Review of the current state of solving computer vision problems
Today, computer vision is experiencing a period of significant progress in solving problems on which researchers have been working for decades. Meaningful advances have been made in detection, segmentation, classification of objects, image search by pattern, image generation, and other tasks.
For many years, most approaches of image analysis have been based on the transition from an image to a feature space, which contains basic information about the whole image or its characteristics, and has a denser representation than the image. After the transition, such features are compared with the appropriate method, and then a decision is made according to the problem which is being solved. In addition to being informative and having reduced dimension, the obtained feature should be as insensitive as possible, i.e., invariant to image geometric transformations, changes in lighting, noise, local occlusion, for example, when objects are partially overlapped, or an object part extends beyond an image.
There isn’t any universal way to describe images with a feature set. The choice of feature space and their processing method depends on a specific problem. The weakness of the classical feature approaches is the need for complex configuration, where it is necessary to set various parameters on the basis of heuristic information. Values of such parameters affect the final result significantly.
In recent years, neural networks have provided a significant breakthrough in computer vision. In 2012, the AlexNet neural network took part in the annual ImageNet competition and showed the best results in solving the object classification problem with a number of errors of 15.3% against 26.2% of the runnerup. Then, in 2019, the classification quality with neural networks equaled human capabilities. The combination of achievements of classical analytical feature approach with a neural network one has a great perspective.
But even now, there are a lot of tasks where the classical feature approach is necessary. Such tasks, like cartography, stitching of panoramic images, etc., depend on solving the problem of normalization (compensation) of present geometric transformations.
Image normalization problem and approaches to solve it
In this article, image normalization means the process of compensation of geometric transformations that distinguish one image from another. This matter has been investigated for a long time. The fundamental works about normalization propose two main approaches: tracking and parametric, and also consider some methods for each of these approaches.
The tracking approach implies the gradual compensation of geometric transformations with many steps. The processed image is compared with the pattern at each step, and then it undergoes a tiny geometric transformation that compensates only a part of the whole geometric transformation, bringing the processed image closer to the pattern.

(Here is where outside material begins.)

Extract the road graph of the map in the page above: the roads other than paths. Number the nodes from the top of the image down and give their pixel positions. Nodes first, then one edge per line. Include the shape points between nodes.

As a result of all steps, the processed image will become a pattern, and the parameters of a general geometric transformation will be defined. This approach is applied to tracking and targeting tasks.
The parametric approach is aimed to determine the parameters of an entire geometric transformation at once. Then the found transformation is compensated, and the processed image turns into the pattern. This approach is used more widely.

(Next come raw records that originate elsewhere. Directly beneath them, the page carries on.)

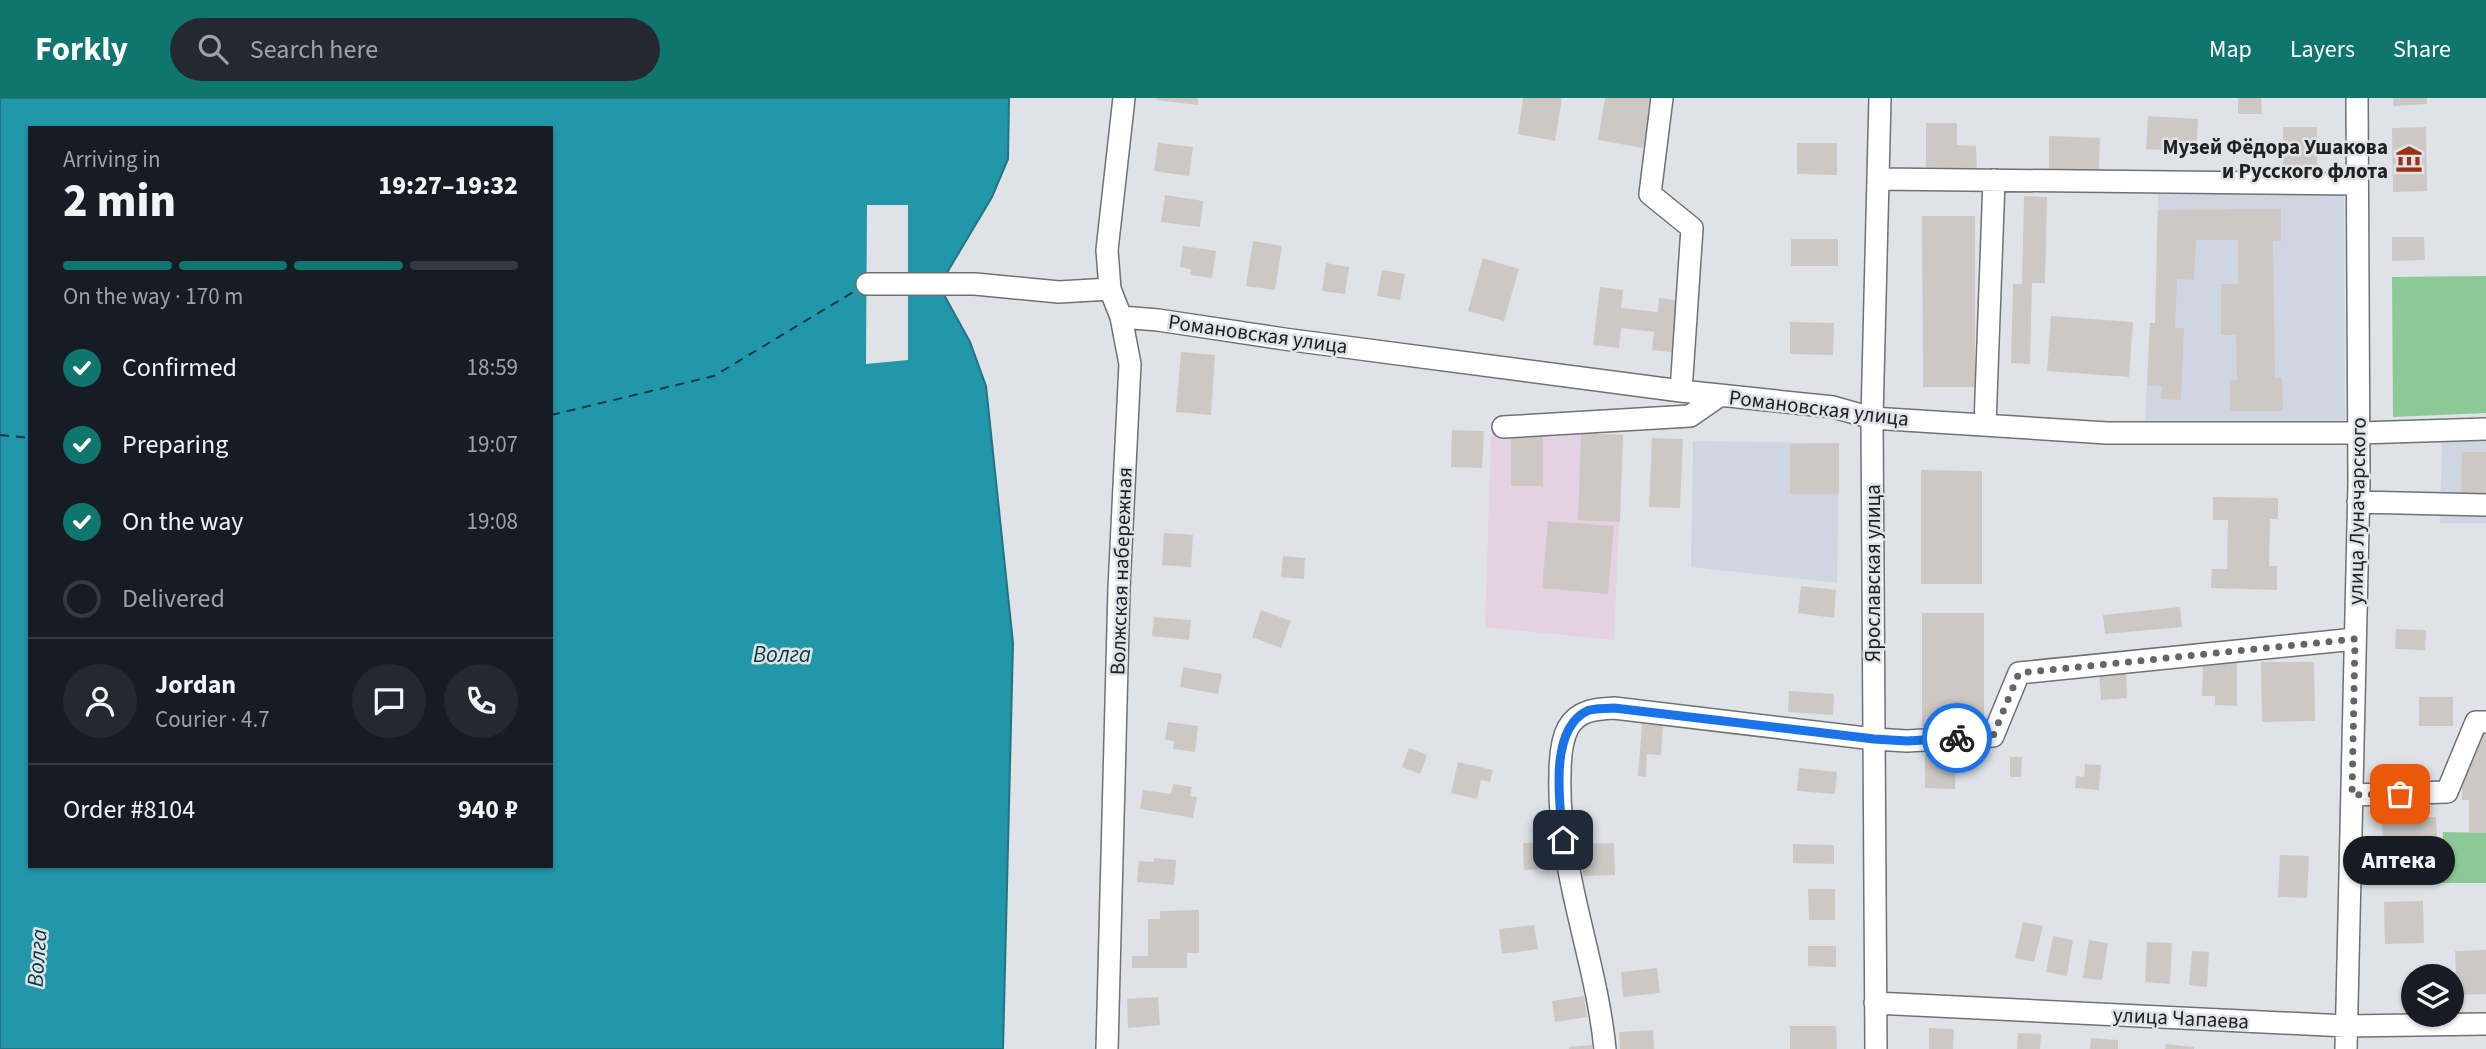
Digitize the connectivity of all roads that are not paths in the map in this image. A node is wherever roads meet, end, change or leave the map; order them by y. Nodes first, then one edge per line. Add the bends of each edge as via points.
1 (1124, 98) edge
2 (1662, 98) edge
3 (1880, 98) edge
4 (2357, 98) edge
5 (1878, 179) junction
6 (1994, 180) junction
7 (2357, 184) junction
8 (867, 284) dead end
9 (1110, 289) junction
10 (1121, 317) junction
11 (1674, 390) junction
12 (1719, 396) junction
13 (1872, 418) junction
14 (1985, 425) junction
15 (1503, 426) dead end
16 (2486, 429) edge
17 (2359, 433) junction
18 (2358, 502) junction
19 (2486, 505) edge
20 (2355, 639) junction
21 (2486, 722) edge
22 (1874, 739) junction
23 (2352, 795) junction
24 (1875, 1003) junction
25 (2486, 1024) edge
26 (2346, 1026) junction
27 (1107, 1049) edge
28 (1605, 1049) edge
29 (1876, 1049) edge
30 (2346, 1049) edge

1 - 9 street, Волжская набережная via 1107,250
2 - 11 street via 1650,194 1692,228
3 - 5 street, Ярославская улица
4 - 7 street, улица Луначарского
5 - 6 street
5 - 13 street, Ярославская улица
6 - 7 street
6 - 14 street
7 - 17 street, улица Луначарского
8 - 9 street via 975,284 1059,292
9 - 10 street, Волжская набережная
10 - 11 street, Романовская улица
10 - 27 street, Волжская набережная via 1130,363
11 - 12 street, Романовская улица
12 - 13 street, Романовская улица via 1833,407
12 - 15 street via 1690,416
13 - 14 street, Романовская улица
13 - 22 street, Ярославская улица
14 - 17 street, Романовская улица via 2107,433
16 - 17 street, Романовская улица
17 - 18 street, улица Луначарского
18 - 19 street
18 - 20 street, улица Луначарского
20 - 22 street via 2019,673 1993,736
20 - 23 street, улица Луначарского
21 - 23 street via 2476,722 2448,792
22 - 24 street, Ярославская улица
22 - 28 street via 1614,708 1590,710 1576,718 1567,729 1560,760 1559,796
23 - 26 street, улица Луначарского
24 - 26 street, улица Чапаева
24 - 29 street, Ярославская улица
25 - 26 street, улица Чапаева
26 - 30 street, улица Луначарского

For both approaches, some researchers offer to put an integrated method of construction of functionals, which are based on the moments of a different order. Still, only cases with simple geometrical transformations are considered. Also, for all integrated methods, a significant problem is the background that can be partially or completely changed. In other research papers, to solve the problem of normalization in the conditions of complex geometric transformations and local occlusions, it is proposed to use the method of onedimensional normalizations and decomposition of complex groups of transformations into compositions of simple ones. However, such methods solve the problem only partially. This article is devoted to analyzing the normalization on the basis of the descriptors of image key points.

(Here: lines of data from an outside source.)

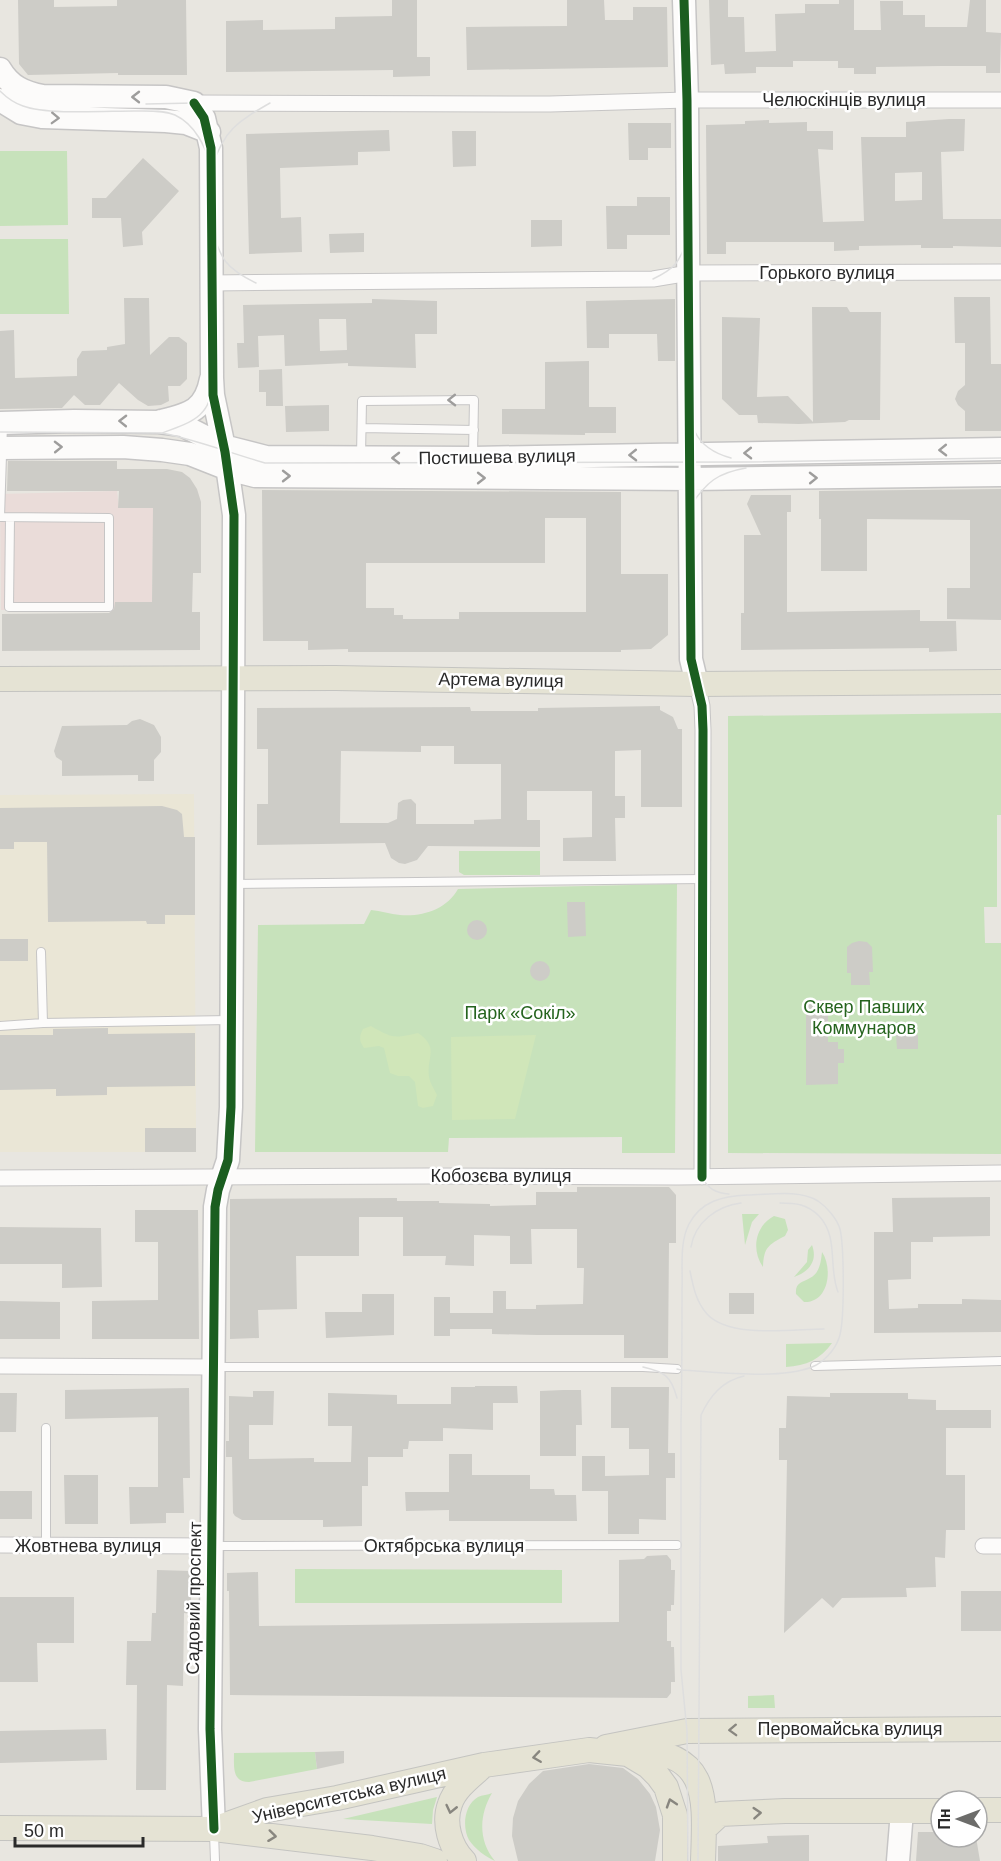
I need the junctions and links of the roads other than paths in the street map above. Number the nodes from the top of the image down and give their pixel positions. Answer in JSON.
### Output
{"nodes":[{"id":1,"x":684,"y":0,"type":"edge"},
{"id":2,"x":0,"y":69,"type":"edge"},
{"id":3,"x":0,"y":100,"type":"edge"},
{"id":4,"x":687,"y":100,"type":"junction"},
{"id":5,"x":1001,"y":100,"type":"edge"},
{"id":6,"x":194,"y":103,"type":"junction"},
{"id":7,"x":209,"y":132,"type":"junction"},
{"id":8,"x":1001,"y":272,"type":"edge"},
{"id":9,"x":689,"y":273,"type":"junction"},
{"id":10,"x":211,"y":283,"type":"junction"},
{"id":11,"x":212,"y":378,"type":"junction"},
{"id":12,"x":159,"y":422,"type":"junction"},
{"id":13,"x":1,"y":423,"type":"edge"},
{"id":14,"x":362,"y":428,"type":"junction"},
{"id":15,"x":474,"y":430,"type":"junction"},
{"id":16,"x":223,"y":446,"type":"junction"},
{"id":17,"x":1,"y":448,"type":"edge"},
{"id":18,"x":1001,"y":449,"type":"edge"},
{"id":19,"x":361,"y":458,"type":"junction"},
{"id":20,"x":473,"y":458,"type":"junction"},
{"id":21,"x":691,"y":467,"type":"junction"},
{"id":22,"x":228,"y":469,"type":"junction"},
{"id":23,"x":1001,"y":475,"type":"edge"},
{"id":24,"x":10,"y":518,"type":"junction"},
{"id":25,"x":234,"y":678,"type":"junction"},
{"id":26,"x":0,"y":679,"type":"edge"},
{"id":27,"x":1001,"y":682,"type":"edge"},
{"id":28,"x":697,"y":684,"type":"junction"},
{"id":29,"x":703,"y":879,"type":"junction"},
{"id":30,"x":232,"y":884,"type":"junction"},
{"id":31,"x":41,"y":952,"type":"dead end"},
{"id":32,"x":232,"y":1020,"type":"junction"},
{"id":33,"x":43,"y":1023,"type":"junction"},
{"id":34,"x":0,"y":1026,"type":"edge"},
{"id":35,"x":1001,"y":1173,"type":"edge"},
{"id":36,"x":222,"y":1176,"type":"junction"},
{"id":37,"x":702,"y":1177,"type":"junction"},
{"id":38,"x":0,"y":1178,"type":"edge"},
{"id":39,"x":1001,"y":1361,"type":"edge"},
{"id":40,"x":0,"y":1366,"type":"edge"},
{"id":41,"x":815,"y":1366,"type":"dead end"},
{"id":42,"x":213,"y":1367,"type":"junction"},
{"id":43,"x":677,"y":1370,"type":"dead end"},
{"id":44,"x":46,"y":1428,"type":"dead end"},
{"id":45,"x":0,"y":1545,"type":"edge"},
{"id":46,"x":46,"y":1545,"type":"junction"},
{"id":47,"x":676,"y":1545,"type":"dead end"},
{"id":48,"x":211,"y":1546,"type":"junction"},
{"id":49,"x":983,"y":1546,"type":"dead end"},
{"id":50,"x":1001,"y":1546,"type":"edge"},
{"id":51,"x":1001,"y":1729,"type":"edge"},
{"id":52,"x":589,"y":1750,"type":"junction"},
{"id":53,"x":484,"y":1765,"type":"junction"},
{"id":54,"x":929,"y":1811,"type":"edge"},
{"id":55,"x":902,"y":1812,"type":"junction"},
{"id":56,"x":0,"y":1828,"type":"edge"},
{"id":57,"x":214,"y":1828,"type":"junction"},
{"id":58,"x":704,"y":1828,"type":"junction"},
{"id":59,"x":215,"y":1861,"type":"edge"},
{"id":60,"x":435,"y":1861,"type":"edge"},
{"id":61,"x":464,"y":1861,"type":"edge"},
{"id":62,"x":675,"y":1861,"type":"edge"},
{"id":63,"x":703,"y":1861,"type":"edge"},
{"id":64,"x":898,"y":1861,"type":"edge"}],
"edges":[{"from":1,"to":4,"type":"street"},
{"from":6,"to":2,"type":"street","one_way":true},
{"from":3,"to":7,"type":"street","one_way":true},
{"from":4,"to":5,"type":"street","name":"Челюскінців вулиця"},
{"from":4,"to":6,"type":"street","name":"Челюскінців вулиця"},
{"from":4,"to":9,"type":"street"},
{"from":6,"to":7,"type":"street"},
{"from":7,"to":10,"type":"street","name":"Садовий проспект"},
{"from":8,"to":9,"type":"street","name":"Горького вулиця"},
{"from":9,"to":10,"type":"street","name":"Горького вулиця"},
{"from":9,"to":21,"type":"street"},
{"from":10,"to":11,"type":"street","name":"Садовий проспект"},
{"from":11,"to":12,"type":"street"},
{"from":11,"to":16,"type":"street","name":"Садовий проспект"},
{"from":12,"to":13,"type":"street","name":"Постишева вулиця","one_way":true},
{"from":12,"to":16,"type":"street","name":"Постишева вулиця"},
{"from":13,"to":17,"type":"lane"},
{"from":14,"to":15,"type":"lane"},
{"from":15,"to":14,"type":"lane","one_way":true},
{"from":14,"to":19,"type":"lane"},
{"from":15,"to":20,"type":"lane"},
{"from":16,"to":19,"type":"street","name":"Постишева вулиця"},
{"from":16,"to":22,"type":"street","name":"Садовий проспект"},
{"from":17,"to":22,"type":"street","name":"Постишева вулиця","one_way":true},
{"from":17,"to":24,"type":"lane"},
{"from":18,"to":21,"type":"street","name":"Постишева вулиця","one_way":true},
{"from":20,"to":19,"type":"street","name":"Постишева вулиця","one_way":true},
{"from":21,"to":20,"type":"street","name":"Постишева вулиця","one_way":true},
{"from":22,"to":21,"type":"street","name":"Постишева вулиця","one_way":true},
{"from":21,"to":23,"type":"street","name":"Постишева вулиця","one_way":true},
{"from":21,"to":28,"type":"street"},
{"from":22,"to":25,"type":"street","name":"Садовий проспект"},
{"from":24,"to":24,"type":"lane"},
{"from":25,"to":26,"type":"main road","name":"Артема вулиця"},
{"from":25,"to":28,"type":"main road","name":"Артема вулиця"},
{"from":25,"to":30,"type":"street","name":"Садовий проспект"},
{"from":27,"to":28,"type":"main road","name":"Артема вулиця"},
{"from":28,"to":29,"type":"street"},
{"from":29,"to":30,"type":"lane"},
{"from":29,"to":37,"type":"street"},
{"from":30,"to":32,"type":"street","name":"Садовий проспект"},
{"from":31,"to":33,"type":"lane"},
{"from":32,"to":33,"type":"lane"},
{"from":32,"to":36,"type":"street","name":"Садовий проспект"},
{"from":33,"to":34,"type":"lane"},
{"from":35,"to":37,"type":"street","name":"Кобозєва вулиця"},
{"from":36,"to":37,"type":"street","name":"Кобозєва вулиця"},
{"from":36,"to":38,"type":"street","name":"Кобозєва вулиця"},
{"from":36,"to":42,"type":"street","name":"Садовий проспект"},
{"from":39,"to":41,"type":"lane"},
{"from":40,"to":42,"type":"street"},
{"from":42,"to":43,"type":"lane"},
{"from":42,"to":48,"type":"street","name":"Садовий проспект"},
{"from":44,"to":46,"type":"lane"},
{"from":45,"to":46,"type":"street","name":"Жовтнева вулиця"},
{"from":46,"to":48,"type":"street","name":"Жовтнева вулиця"},
{"from":47,"to":48,"type":"lane","name":"Октябрська вулиця"},
{"from":48,"to":57,"type":"street","name":"Садовий проспект"},
{"from":49,"to":50,"type":"street"},
{"from":51,"to":52,"type":"main road","name":"Первомайська вулиця","one_way":true},
{"from":52,"to":53,"type":"main road","name":"Університетська вулиця","one_way":true},
{"from":52,"to":58,"type":"main road"},
{"from":62,"to":52,"type":"main road","one_way":true},
{"from":53,"to":57,"type":"main road","name":"Університетська вулиця"},
{"from":53,"to":61,"type":"main road","one_way":true},
{"from":54,"to":55,"type":"main road"},
{"from":58,"to":55,"type":"main road","one_way":true},
{"from":55,"to":64,"type":"street"},
{"from":56,"to":57,"type":"main road","name":"Університетська вулиця"},
{"from":57,"to":59,"type":"lane"},
{"from":57,"to":60,"type":"main road","name":"Університетська вулиця","one_way":true},
{"from":58,"to":63,"type":"main road"}]}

Construction of image features based on descriptors
In the classical approach, a solution of a big amount of tasks is based on the key points definition and description of their neighborhoods by a feature vector with further processing of obtained vectors. So, there is a transition from an image to a space of key points feature vectors.
An algorithm that gets key points is a detector, and an algorithm that gets a description of the found points is called a descriptor. Also, a descriptor means a feature vector of a key point.
Over a long period of existence of computer vision tasks, a significant number of algorithms have been developed to detect and describe key points, which differ in varying degrees of invariance to geometric transformations, changes in lighting, angles of view, and time costs values. The implementation of most of these algorithms can be seen in popular software libraries. For instance, the open library OpenCV contains SURF, SIFT, ORB, BRISK, KAZE, AKAZE, LATCH, VGG, LUCID, DAISY, FREAK and other descriptors.
Research of descriptorbased image normalization
1. Normalization of geometrical transformations based on the descriptors.
The normalization method based on descriptors uses the basic property of projective transformation
$$ H = \begin{pmatrix}h_{11} & h_{12} & h_{13} \\ h_{21} & h_{22} & h_{23} \\ h_{31} & h_{32} & h_{33}\end{pmatrix}$$
about the possibility of obtaining parameters from coordinates of 4 points before and after the transformation:
$$ \left\{ \begin{aligned} h_{13} &= x_{A^{'}} \space ; \\\\ h_{31} &= {d_1(y_{C^{'}}y_{B^{'}})d_2(x_{C^{'}}x_{B^{'}}) \over AB(d_3  d_4)}; \\\\ h_{11} &= {x_{D^{'}} \space (h_{31}AB+1)h_{13} \over AB}; \\\\ h_{21} &= {y_{D^{'}} \space (h_{31}AB+1)h_{23} \over AB}; \\\\ h_{23} &= y_{A^{'}} \space ; \\\\ h_{32} &= {d_1(y_{C^{'}}y_{D^{'}})d_2(x_{C^{'}}x_{D^{'}}) \over AD(d_4  d_3)}; \\\\ h_{12} &= {x_{B^{'}} \space (h_{31}AD+1)h_{13} \over AD}; \\\\ h_{22} &= {y_{B^{'}} \space (h_{32}AD+1)h_{23} \over AD};\end{aligned}\right. $$
where h_{11}, h_{12}, h_{13}, h_{21}, h_{22}, h_{23}, h_{31}, h_{32}, h_{33} — parameters of projective transformation; A(x_{A}, y_{A}), B(x_{B}, y_{B}), C(x_{C}, y_{C}), D(x_{D}, y_{D}) and A'(x_{A'}, y_{A'}), B'(x_{B'}, y_{B'}), C'(x_{C'}, y_{C'}), D'(x_{D'}, y_{D'}) — 4 points before and after the transformation on B_{1} and B_{2} images respectively, AB, AD — segment lengths and
d_{1} = x_{D'}  y_{C'} + x_{B'}  h_{13}
d_{2} = y_{D'}  y_{C'} + y_{B'}  h_{23}
d_{3} = (x_{C'}  x_{D'})( y_{C'}  y_{B'})
d_{4} = (y_{C'}  y_{D'})( x_{C'}  x_{B'})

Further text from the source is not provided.